Una personalità che si è sviluppata secondo queste direttive, una personalità ovvero sana, resisterà alle pressioni sociali semplicemente ignorandole, o modulandole secondo le proprie esigenze. Ci riferiamo alle proprie esigenze reali, costruttive, creative. Modificherà, in un certo senso, il proprio ruolo in chiave strettamente personale, rimodellandolo secondo le proprie idee e il proprio modo di essere persona. Quando ciò non avviene, la pressione sociale diviene intollerabile, fonte di stress continuo.
Un buon esempio della validità di questo assunto ci è fornita, per esempio da quella che è forse la ricerca più classica tra professione e malattie psicosomatiche, quella originaria di Friedman, Rosenman e Jenkins sul “Type A Behavior Pattern”, il comportamento di tipo A che predisporrebbe alla malattia coronarica. Come è noto il modello di personalità è quello di individui con una strenua motivazione al conseguimento del successo, coinvolgimento totale nel lavoro, ambizione e competitività. Aggressivi, ostili e impazienti, sono spesso assillati da un senso cronico di urgenza. Vogliono il meglio e si sentono i migliori, i più belli, i più grintosi e più rampanti.
Si contrappongono, classicamente, ad un “Type B Behavior Pattern”, caratterizzato invece da un atteggiamento di “easy going”, in soggetti rilassati, pazienti, con un senso dell’urgenza assai minore e non abituale, con scarsa competitività e aggressività, e un coinvolgimento nel lavoro mai totale.
Certo, la pressione sociale oggi sembrerebbe imporre una personalità di “tipo A” (basta guardare un po’ di pubblicità…), come aveva vaticinato ragionevolmente Suinn già nel 1982; ma, non esiste un ruolo sociale nel quale sia davvero necessaria una “funzione di ruolo” di questo tipo. Il fatto, in altri termini, che la pressione sociale proponga qualcosa, non significa affatto che questo vada accettato. La capacità alla rinuncia di ruoli impropri è una caratteristica della personalità matura, in ogni società.
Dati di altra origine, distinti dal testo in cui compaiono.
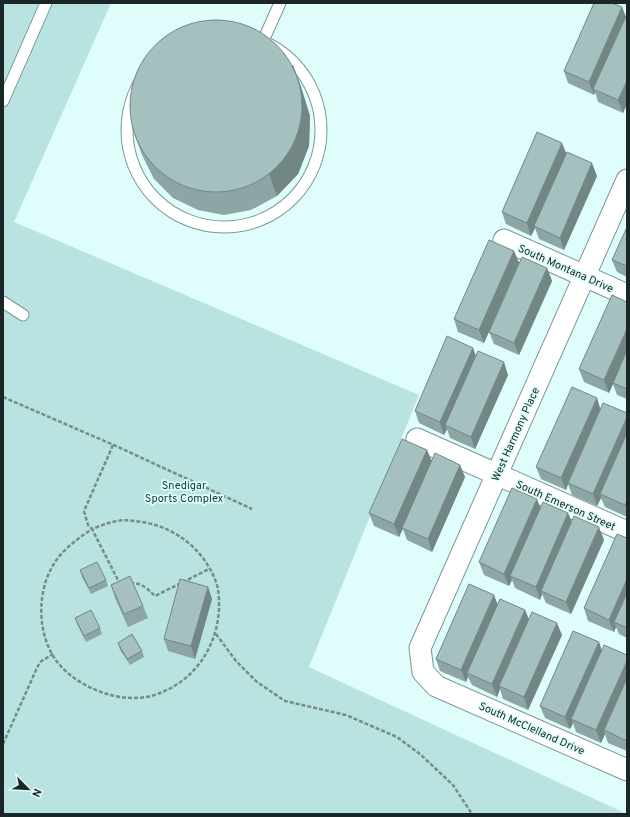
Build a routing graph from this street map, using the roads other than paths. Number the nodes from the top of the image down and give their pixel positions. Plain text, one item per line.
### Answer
1 (46, 3) edge
2 (280, 3) edge
3 (263, 41) junction
4 (3, 101) edge
5 (627, 180) edge
6 (504, 240) dead end
7 (584, 276) junction
8 (627, 295) edge
9 (3, 302) edge
10 (23, 315) dead end
11 (417, 439) dead end
12 (497, 475) junction
13 (627, 532) edge
14 (436, 686) joint
15 (627, 770) edge

1 - 4 lane
2 - 3 lane
3 - 3 lane
5 - 7 street, West Harmony Place
6 - 7 street, South Montana Drive
7 - 8 street, South Montana Drive
7 - 12 street, West Harmony Place
9 - 10 lane
11 - 12 street, South Emerson Street
12 - 13 street, South Emerson Street
12 - 14 street, West Harmony Place
14 - 15 street, South McClelland Drive

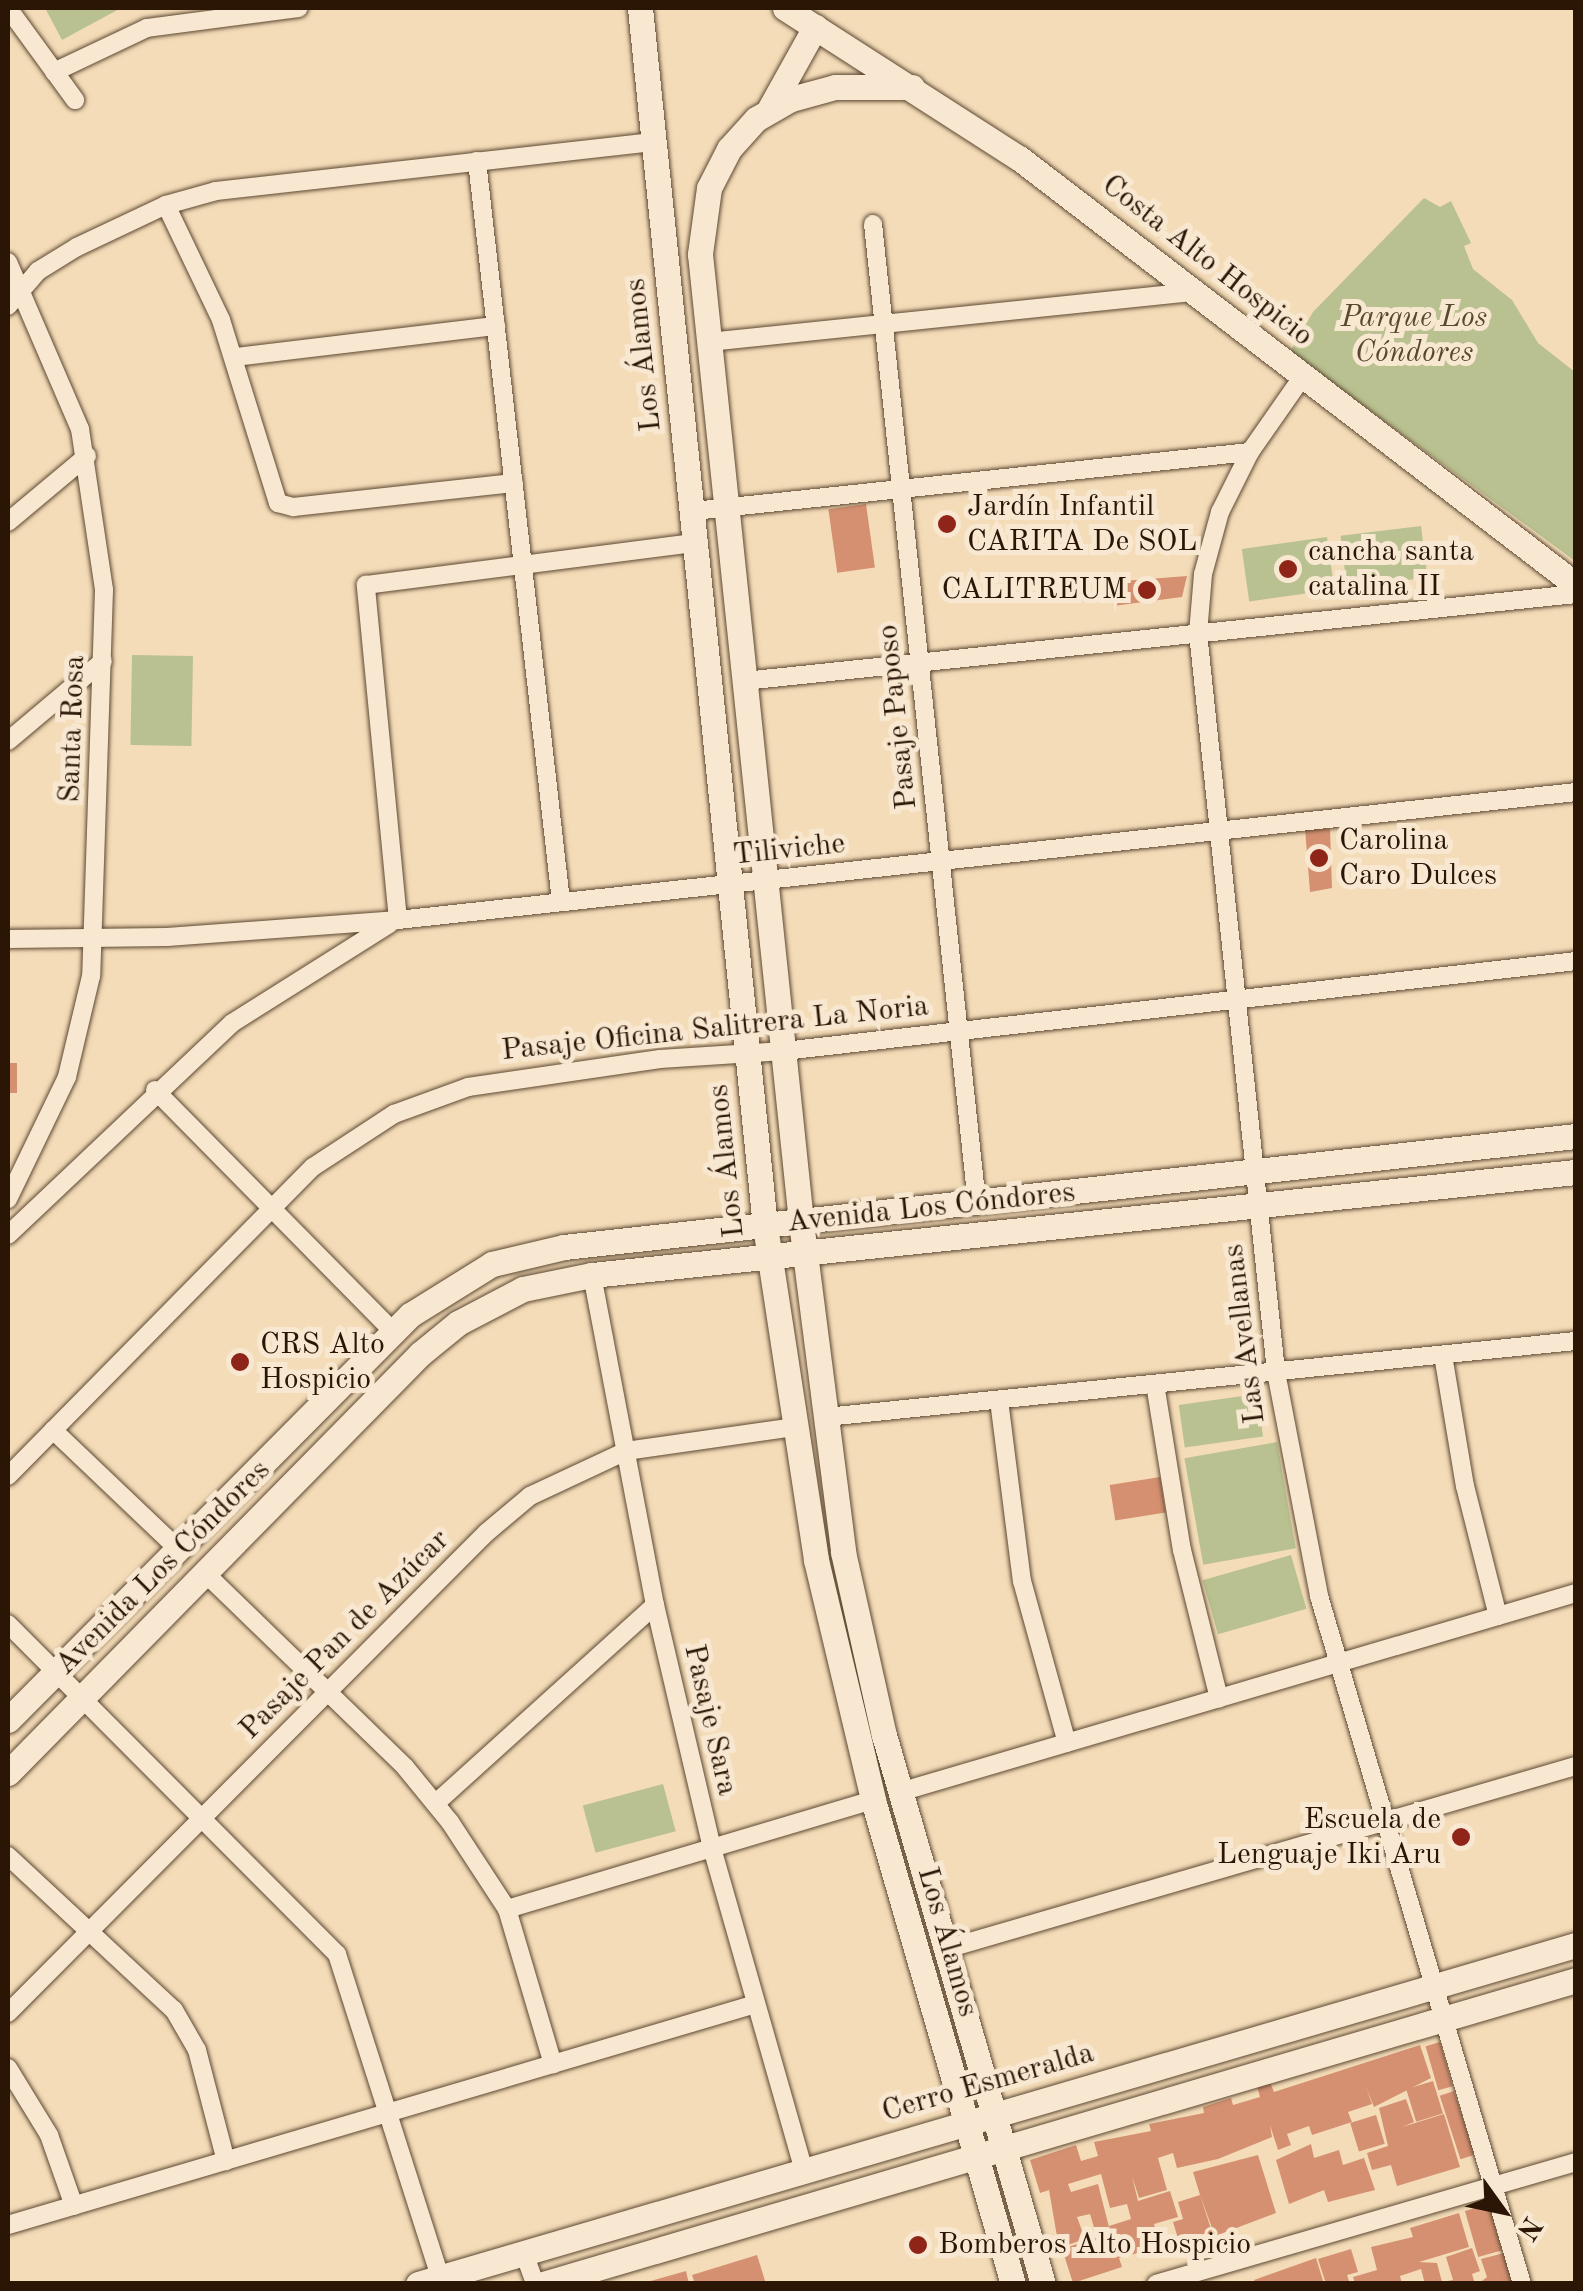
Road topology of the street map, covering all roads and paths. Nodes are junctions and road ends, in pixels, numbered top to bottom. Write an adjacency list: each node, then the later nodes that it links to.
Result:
1 (8, 8): 6 (street)
2 (299, 8): 6 (street)
3 (640, 8): 10 (street, Los Álamos)
4 (785, 8): 5 (street, Costa Alto Hospicio)
5 (815, 27): 7 (street, Costa Alto Hospicio); 9 (street, Los Álamos)
6 (54, 72): 8 (street)
7 (912, 87): 9 (street, Los Álamos); 16 (street, Costa Alto Hospicio)
8 (75, 100)
9 (770, 108): 20 (street, Los Álamos)
10 (655, 142): 11 (street); 28 (street, Los Álamos)
11 (478, 161): 12 (street); 19 (street)
12 (166, 206): 15 (street); 21 (street)
13 (873, 224): 18 (street, Pasaje Paposo)
14 (8, 262): 15 (street, Santa Rosa)
15 (20, 290): 17 (street); 24 (street, Santa Rosa)
16 (1195, 292): 18 (street); 22 (street, Costa Alto Hospicio)
17 (8, 306)
18 (883, 324): 20 (street); 26 (street, Pasaje Paposo)
19 (496, 326): 21 (street); 25 (street)
20 (708, 342): 27 (street, Los Álamos)
21 (235, 357): 25 (street)
22 (1303, 376): 23 (street, Las Avellanas); 32 (street, Costa Alto Hospicio)
23 (1250, 452): 26 (street); 34 (street, Las Avellanas)
24 (87, 456): 29 (street); 35 (street, Santa Rosa)
25 (514, 483): 31 (street)
26 (901, 489): 27 (street); 36 (street, Pasaje Paposo)
27 (726, 508): 28 (street); 37 (street, Los Álamos)
28 (693, 511): 30 (street, Los Álamos)
29 (8, 522)
30 (696, 543): 31 (street); 43 (street, Los Álamos)
31 (523, 564): 44 (street); 45 (street)
32 (1576, 585)
33 (1576, 594): 34 (street)
34 (1198, 633): 36 (street); 40 (street, Las Avellanas)
35 (103, 661): 38 (street); 47 (street, Santa Rosa)
36 (920, 662): 37 (street); 41 (street, Pasaje Paposo)
37 (744, 681): 42 (street, Los Álamos)
38 (8, 742)
39 (1576, 792): 40 (street, Tiliviche)
40 (1219, 831): 41 (street, Tiliviche); 49 (street, Las Avellanas)
41 (941, 861): 42 (street, Tiliviche); 50 (street, Pasaje Paposo)
42 (766, 880): 43 (street, Tiliviche); 52 (street, Los Álamos)
43 (731, 883): 44 (street, Tiliviche); 51 (street, Los Álamos)
44 (561, 902): 45 (street, Tiliviche)
45 (398, 920): 47 (street, Tiliviche); 53 (street)
46 (8, 939): 47 (street, Tiliviche)
47 (94, 940): 57 (street, Santa Rosa)
48 (1576, 961): 49 (street, Pasaje Oficina Salitrera La Noria)
49 (1236, 1000): 50 (street, Pasaje Oficina Salitrera La Noria); 55 (street, Las Avellanas)
50 (959, 1031): 52 (street, Pasaje Oficina Salitrera La Noria); 58 (street, Pasaje Paposo)
51 (748, 1049): 52 (street, Pasaje Oficina Salitrera La Noria); 59 (street, Pasaje Oficina Salitrera La Noria); 62 (street, Los Álamos)
52 (784, 1051): 61 (street, Los Álamos)
53 (155, 1090): 59 (street); 63 (street)
54 (1576, 1136): 55 (street, Avenida Los Cóndores)
55 (1254, 1172): 58 (street, Avenida Los Cóndores); 60 (street, Las Avellanas)
56 (1576, 1172): 60 (street, Avenida Los Cóndores)
57 (8, 1199)
58 (978, 1204): 61 (street, Avenida Los Cóndores)
59 (270, 1206): 67 (street); 75 (street, Pasaje Oficina Salitrera La Noria)
60 (1258, 1206): 64 (street, Avenida Los Cóndores); 70 (street, Las Avellanas)
61 (802, 1222): 62 (street, Avenida Los Cóndores); 64 (street, Los Álamos)
62 (766, 1226): 65 (street, Los Álamos); 67 (street, Avenida Los Cóndores)
63 (8, 1235)
64 (806, 1253): 65 (street, Avenida Los Cóndores); 73 (street, Los Álamos)
65 (770, 1258): 66 (street, Avenida Los Cóndores); 74 (street, Los Álamos)
66 (592, 1275): 76 (street, Pasaje Sara); 79 (street, Avenida Los Cóndores)
67 (394, 1332): 78 (street, Avenida Los Cóndores)
68 (1576, 1341): 69 (street)
69 (1443, 1355): 70 (street); 82 (street)
70 (1276, 1372): 71 (street); 84 (street, Las Avellanas)
71 (1154, 1384): 72 (street); 88 (street)
72 (999, 1400): 73 (street); 90 (street)
73 (826, 1418): 93 (street, Los Álamos)
74 (795, 1427): 76 (street, Pasaje Pan de Azúcar); 94 (street, Los Álamos)
75 (53, 1430): 77 (street, Pasaje Oficina Salitrera La Noria); 78 (street)
76 (626, 1451): 81 (street, Pasaje Sara); 86 (street, Pasaje Pan de Azúcar)
77 (8, 1476)
78 (178, 1549): 85 (street, Avenida Los Cóndores)
79 (204, 1572): 86 (street); 87 (street, Avenida Los Cóndores)
80 (1576, 1593): 82 (street)
81 (655, 1605): 95 (street); 98 (street, Pasaje Sara)
82 (1498, 1616): 84 (street)
83 (8, 1624): 85 (street)
84 (1338, 1663): 88 (street); 97 (street, Las Avellanas)
85 (56, 1672): 87 (street); 89 (street, Avenida Los Cóndores)
86 (328, 1692): 95 (street); 96 (street, Pasaje Pan de Azúcar)
87 (82, 1697): 92 (street, Avenida Los Cóndores); 96 (street)
88 (1219, 1698): 90 (street)
89 (8, 1720)
90 (1068, 1743): 93 (street)
91 (1576, 1766): 97 (street)
92 (8, 1773)
93 (900, 1792): 103 (street, Los Álamos)
94 (872, 1800): 98 (street); 113 (street, Los Álamos)
95 (436, 1803): 100 (street)
96 (204, 1816): 101 (street, Pasaje Pan de Azúcar); 111 (street)
97 (1385, 1821): 103 (street); 105 (street, Las Avellanas)
98 (712, 1848): 100 (street); 106 (street, Pasaje Sara)
99 (8, 1856): 101 (street)
100 (507, 1909): 109 (street)
101 (90, 1930): 107 (street, Pasaje Pan de Azúcar); 117 (street)
102 (1576, 1945): 105 (street, Cerro Esmeralda)
103 (946, 1949): 112 (street, Los Álamos)
104 (1576, 1980): 108 (street)
105 (1434, 1986): 108 (street, Las Avellanas); 112 (street, Cerro Esmeralda)
106 (756, 2004): 109 (street); 120 (street, Pasaje Sara)
107 (8, 2013)
108 (1443, 2019): 114 (street); 122 (street, Las Avellanas)
109 (553, 2064): 111 (street)
110 (8, 2068): 124 (street)
111 (390, 2112): 117 (street); 127 (street)
112 (994, 2115): 113 (street, Cerro Esmeralda); 114 (street, Los Álamos)
113 (965, 2124): 115 (street, Cerro Esmeralda); 116 (street, Los Álamos)
114 (1004, 2148): 116 (street); 131 (street, Los Álamos)
115 (878, 2149): 118 (street, Cerro Esmeralda); 121 (street)
116 (976, 2157): 121 (street); 130 (street, Los Álamos)
117 (226, 2161): 124 (street)
118 (836, 2161): 120 (street, Cerro Esmeralda); 123 (street)
119 (1576, 2162): 122 (street)
120 (804, 2170): 126 (street, Cerro Esmeralda)
121 (890, 2184): 123 (street)
122 (1493, 2186): 132 (street); 133 (street, Las Avellanas)
123 (847, 2197): 129 (street)
124 (74, 2206): 125 (street)
125 (8, 2225)
126 (524, 2253): 127 (street, Cerro Esmeralda); 128 (street)
127 (432, 2281)
128 (534, 2284)
129 (543, 2284)
130 (1013, 2284)
131 (1044, 2284)
132 (1156, 2284)
133 (1522, 2284)

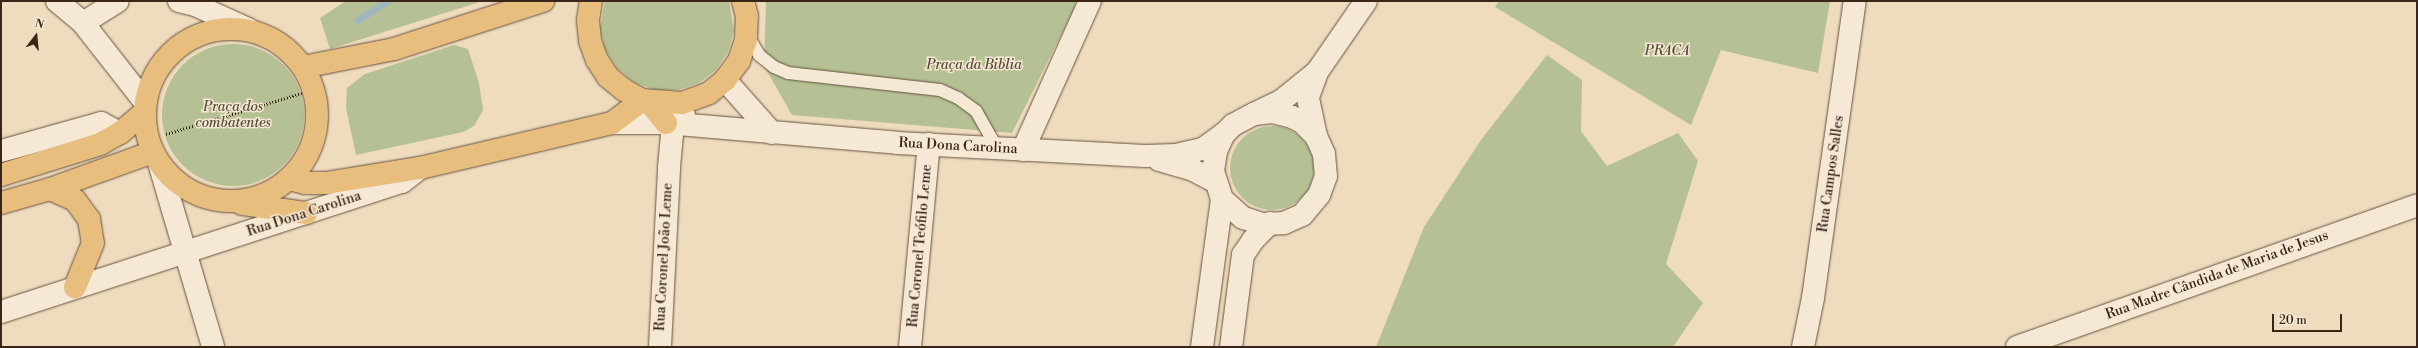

Assai spesso si propongono soluzioni del problema che seguono la via inversa: l’allentamento della pressione sociale, come prevenzione primaria dello stress legato al ruolo. E’ una posizione utopistica, priva di solidi agganci alla realtà. Invertire il processo storico, economico e sociale contemporaneo è infatti solo un’utopia. La strada che si può e deve seguire, è in realtà diversa: l’educazione alla formazione di personalità sane, di individui consapevoli e creativi, che anziché adeguarsi alla pressione sociale, scelgano un proprio stile di vita e una propria libertà di pensiero. E’ un obiettivo difficile da raggiungere, ma ragionevole. E implica una grande speranza. Perché se è vero che una società malata, crea individui malati, è anche possibile il processo inverso, e cioè che individui sani possono modificare una società malata.